**WHAT YOU SHOULD DO:** Please tally the lines below that contain the word "улица" and reply with the total alone.

Collected data
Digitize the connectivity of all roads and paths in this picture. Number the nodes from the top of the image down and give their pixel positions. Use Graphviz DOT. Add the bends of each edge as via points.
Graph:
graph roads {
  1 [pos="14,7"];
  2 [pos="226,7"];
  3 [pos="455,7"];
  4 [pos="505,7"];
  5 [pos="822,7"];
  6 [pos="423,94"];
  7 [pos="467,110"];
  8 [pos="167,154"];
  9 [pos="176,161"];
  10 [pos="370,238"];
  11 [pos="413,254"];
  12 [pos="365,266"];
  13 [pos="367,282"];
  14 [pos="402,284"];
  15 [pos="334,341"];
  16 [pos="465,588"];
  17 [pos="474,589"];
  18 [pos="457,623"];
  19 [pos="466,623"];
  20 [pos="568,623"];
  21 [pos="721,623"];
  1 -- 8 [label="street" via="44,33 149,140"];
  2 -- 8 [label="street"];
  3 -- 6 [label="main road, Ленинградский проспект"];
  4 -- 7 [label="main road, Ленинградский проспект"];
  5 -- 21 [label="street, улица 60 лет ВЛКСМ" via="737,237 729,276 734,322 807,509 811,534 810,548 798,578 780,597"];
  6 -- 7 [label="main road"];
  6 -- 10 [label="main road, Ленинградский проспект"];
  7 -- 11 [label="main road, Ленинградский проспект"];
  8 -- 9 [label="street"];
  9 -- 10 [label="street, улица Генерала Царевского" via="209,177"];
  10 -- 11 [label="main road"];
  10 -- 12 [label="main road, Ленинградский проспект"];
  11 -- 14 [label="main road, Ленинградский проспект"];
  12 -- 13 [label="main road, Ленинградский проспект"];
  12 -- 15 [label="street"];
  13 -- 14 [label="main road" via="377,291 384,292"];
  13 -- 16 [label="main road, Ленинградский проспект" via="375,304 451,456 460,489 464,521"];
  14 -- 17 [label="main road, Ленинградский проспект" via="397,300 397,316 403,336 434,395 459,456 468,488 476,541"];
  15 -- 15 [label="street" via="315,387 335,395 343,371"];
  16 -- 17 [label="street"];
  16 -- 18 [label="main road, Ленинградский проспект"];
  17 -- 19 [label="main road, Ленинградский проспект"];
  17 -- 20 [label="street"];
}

**WRITTEN REPLY:** 2